Retchless v Lister (No 2)
[2016] QDC 29
•22 February 2016 (ex tempore)
DISTRICT COURT OF QUEENSLAND
CITATION:
Retchless & others v Lister (No 2) [2016] QDC 29
PARTIES:
Retchless & others
(Applicant)v
Lister
(Respondent)FILE NO/S:
63/14
DIVISION:
Civil
PROCEEDING:
Application
ORIGINATING COURT:
Southport
DELIVERED ON:
22 February 2016 (ex tempore)
DELIVERED AT:
Southport
HEARING DATE:
22 February 2016
JUDGE:
Rackemann DCJ
ORDER:
The matter is to be sent back to the costs assessor for reconsideration.
CATCHWORDS:
CIVIL LAW - APPLICATION FOR A REVIEW OF THE DECISION OF A COSTS ASSESSOR – where the plaintiff were ordered to pay the defendants costs – where the cost assessor did not comply with the rules of natural justice – where the costs assessor failed to give adequate reasons
COUNSEL:
M E Pope for the applicant
S Buchanan (solicitor) for the respondent
SOLICITORS:
DGM Lawyers for the applicant
Buchanan Lawyers for the respondent
This is an application for a review of the decision of a costs assessor in assessing the costs which the unsuccessful plaintiffs were ordered to pay to the defendant in relation to a defamation matter. On a review, the Court, unless it has directed to the contrary, may not receive further evidence and any party may not raise any ground of objection not stated in the application for the assessment or a notice of objection raised before the costs assessor. Subject to that, the Court may do any of the following:
(a) exercise all the powers of a costs assessor in relation to the assessment;
(b) set aside or vary the decision of the costs assessor;
(c) set aside or vary an order made under rule 740(1);
(d) refer any item to the costs assessor for reconsideration, with or without directions; or
(e) make any other order or give any other direction the Court considers appropriate.
In this case, the applicant for review seeks the Court to exercise its power under rule 742(6)(d); that is, to refer a certain number of items to the costs assessor for reconsideration, with directions. The items which the applicant wants reconsidered are items 478, 479, 483, 484, 486, 488, 500 – 502, 504, 505 and 512. Those items variously relate to three issues, namely (1) the hourly rate charged by counsel, (2) the amount allowed for preparation by counsel, both prior to trial and during trial, and (3) the amount allowed for care and consideration.
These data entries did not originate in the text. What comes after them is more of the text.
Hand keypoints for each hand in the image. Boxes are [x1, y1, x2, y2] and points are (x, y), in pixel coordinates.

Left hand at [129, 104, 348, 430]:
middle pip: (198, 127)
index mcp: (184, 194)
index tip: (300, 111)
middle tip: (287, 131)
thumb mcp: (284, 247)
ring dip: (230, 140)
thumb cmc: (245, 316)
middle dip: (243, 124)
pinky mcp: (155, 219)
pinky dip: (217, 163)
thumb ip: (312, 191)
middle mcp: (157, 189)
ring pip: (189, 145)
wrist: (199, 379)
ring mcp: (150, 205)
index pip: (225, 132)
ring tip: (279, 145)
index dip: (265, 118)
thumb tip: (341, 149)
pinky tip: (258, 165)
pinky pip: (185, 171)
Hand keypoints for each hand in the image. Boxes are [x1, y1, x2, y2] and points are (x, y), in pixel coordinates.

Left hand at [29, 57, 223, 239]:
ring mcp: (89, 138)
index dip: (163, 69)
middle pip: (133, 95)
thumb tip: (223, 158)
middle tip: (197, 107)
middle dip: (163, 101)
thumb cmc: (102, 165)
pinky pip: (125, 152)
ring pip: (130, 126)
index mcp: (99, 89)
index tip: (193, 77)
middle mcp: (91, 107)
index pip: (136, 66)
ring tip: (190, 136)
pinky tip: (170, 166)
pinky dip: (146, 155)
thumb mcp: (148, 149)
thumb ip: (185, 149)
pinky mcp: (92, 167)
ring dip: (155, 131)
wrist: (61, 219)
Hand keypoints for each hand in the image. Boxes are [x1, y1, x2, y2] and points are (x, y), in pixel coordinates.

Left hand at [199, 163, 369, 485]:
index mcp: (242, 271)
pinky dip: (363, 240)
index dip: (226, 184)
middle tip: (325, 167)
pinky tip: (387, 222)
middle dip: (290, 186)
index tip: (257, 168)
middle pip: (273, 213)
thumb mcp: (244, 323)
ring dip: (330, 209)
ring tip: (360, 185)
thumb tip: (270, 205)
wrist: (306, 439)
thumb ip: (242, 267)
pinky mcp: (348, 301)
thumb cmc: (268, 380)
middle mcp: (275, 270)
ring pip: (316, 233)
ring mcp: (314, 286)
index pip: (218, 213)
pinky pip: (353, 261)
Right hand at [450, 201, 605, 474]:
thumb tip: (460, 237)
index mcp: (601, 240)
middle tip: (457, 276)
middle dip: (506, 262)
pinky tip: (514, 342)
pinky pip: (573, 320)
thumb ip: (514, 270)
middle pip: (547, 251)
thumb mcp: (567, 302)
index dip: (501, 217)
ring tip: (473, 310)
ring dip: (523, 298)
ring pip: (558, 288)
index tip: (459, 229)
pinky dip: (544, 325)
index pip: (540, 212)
Insofar as the first of those two items are concerned, the hourly rate which was generally allowed in the assessment was four hundred dollars per hour plus GST, save for some items where the rate was reduced on account, it would seem, that the assessor thought that it was solicitor’s level work that was carried out. The applicant for review pointed out that this hourly rate was the same as the hourly rate that was allowed for the day when they were ordered to pay indemnity cost and they queried why the hourly rate that was allowed for the day when they were ordered to pay indemnity costs was the same as that assessed on a standard basis.
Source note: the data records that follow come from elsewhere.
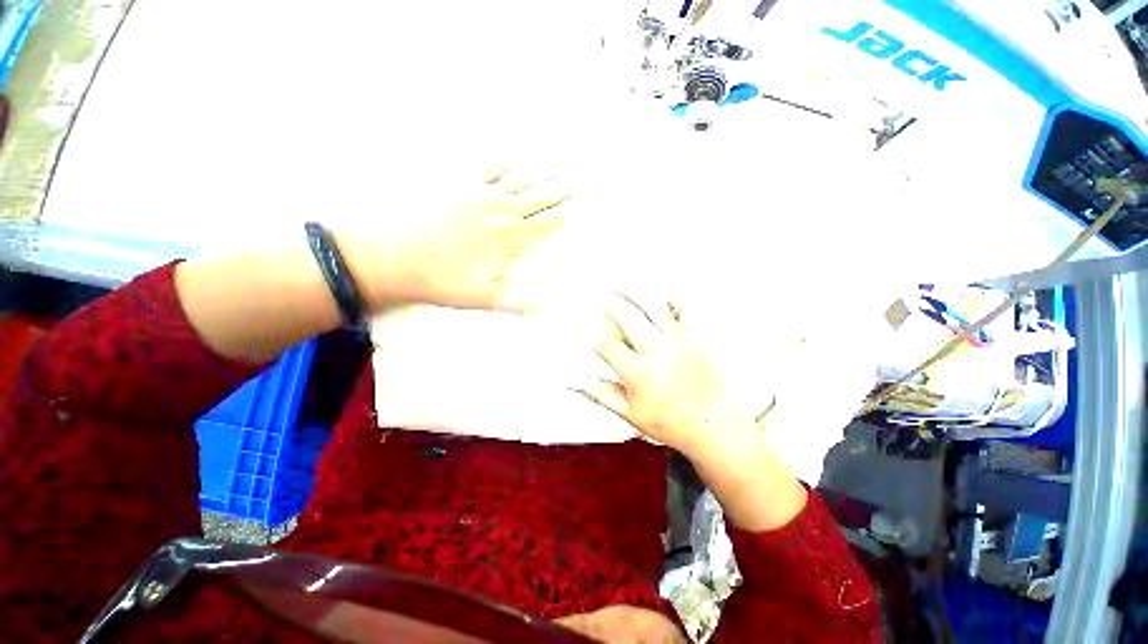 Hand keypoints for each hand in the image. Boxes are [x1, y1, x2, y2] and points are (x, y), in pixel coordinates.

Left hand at [346, 167, 569, 312]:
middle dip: (558, 193)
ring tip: (554, 168)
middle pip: (538, 199)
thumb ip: (523, 301)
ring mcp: (482, 193)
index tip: (577, 214)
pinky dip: (504, 159)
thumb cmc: (445, 280)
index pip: (546, 226)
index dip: (563, 220)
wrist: (398, 256)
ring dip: (539, 175)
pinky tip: (514, 154)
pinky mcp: (460, 183)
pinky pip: (489, 166)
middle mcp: (503, 211)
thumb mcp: (488, 297)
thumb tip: (553, 308)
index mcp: (511, 238)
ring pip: (519, 180)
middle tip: (574, 185)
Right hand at [576, 294, 746, 456]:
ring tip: (620, 284)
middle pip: (627, 317)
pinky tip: (657, 295)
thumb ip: (599, 394)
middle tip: (596, 291)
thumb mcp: (629, 413)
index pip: (607, 345)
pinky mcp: (695, 337)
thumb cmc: (670, 421)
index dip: (590, 330)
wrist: (712, 424)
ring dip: (634, 292)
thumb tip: (572, 383)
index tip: (581, 322)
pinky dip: (669, 299)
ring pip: (653, 306)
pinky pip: (683, 309)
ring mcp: (679, 342)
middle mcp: (658, 353)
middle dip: (608, 300)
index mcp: (639, 374) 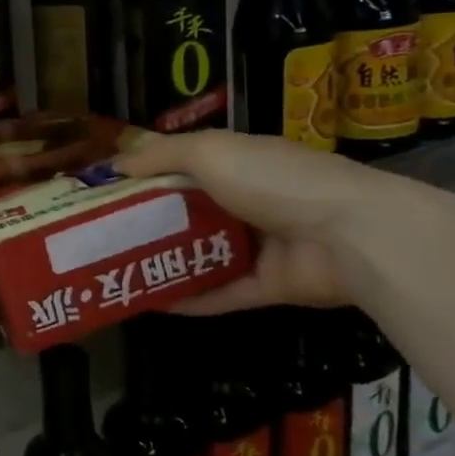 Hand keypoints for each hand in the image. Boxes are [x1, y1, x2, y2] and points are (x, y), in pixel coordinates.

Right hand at [114, 131, 405, 315]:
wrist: (352, 235)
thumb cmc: (274, 180)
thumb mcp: (211, 151)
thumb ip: (162, 154)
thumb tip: (115, 164)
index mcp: (238, 162)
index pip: (183, 165)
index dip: (145, 176)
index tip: (106, 191)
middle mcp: (249, 200)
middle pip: (190, 212)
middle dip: (149, 222)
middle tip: (103, 236)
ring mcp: (262, 245)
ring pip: (204, 254)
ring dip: (166, 262)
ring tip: (120, 271)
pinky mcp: (270, 286)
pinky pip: (223, 293)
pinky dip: (192, 299)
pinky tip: (154, 304) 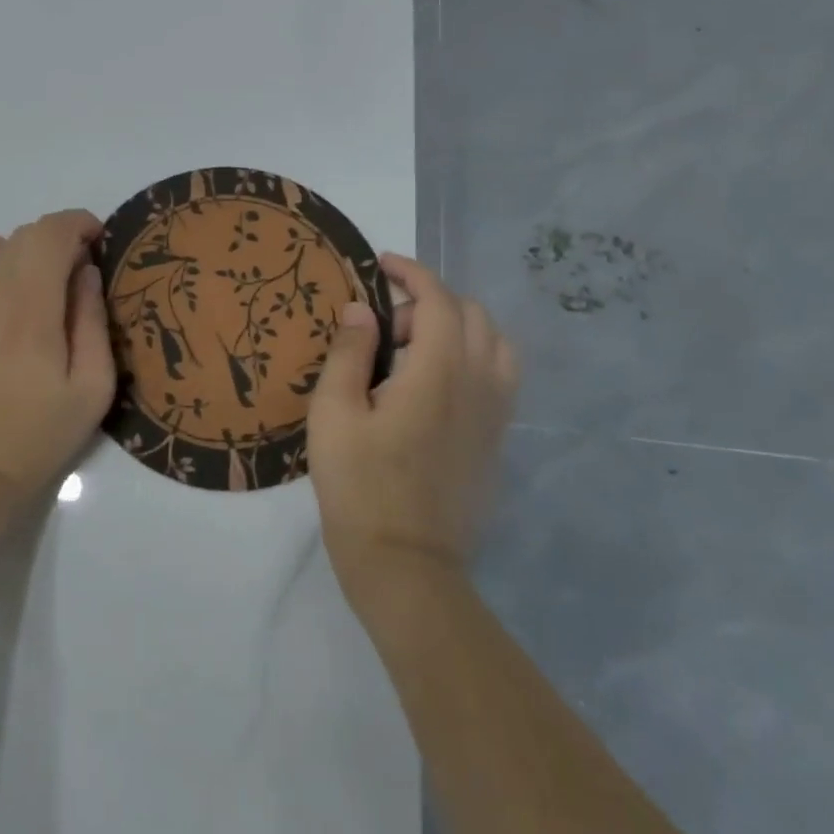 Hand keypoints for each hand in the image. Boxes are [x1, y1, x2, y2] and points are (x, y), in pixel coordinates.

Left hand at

It was suggested that greater guidance in relation to an appropriate hourly rate, to charge on a standard basis, would be the rate which is allowed under the schedule of costs for when a solicitor does an element of barrister’s work such as item 13 of the scale of fees which allows for $69.35 per quarter hour for certain attendance by a solicitor without a barrister. I do not consider that the rate in item 13 should necessarily be adopted as the appropriate rate be used for a barrister when doing appropriate work for inclusion within the assessment.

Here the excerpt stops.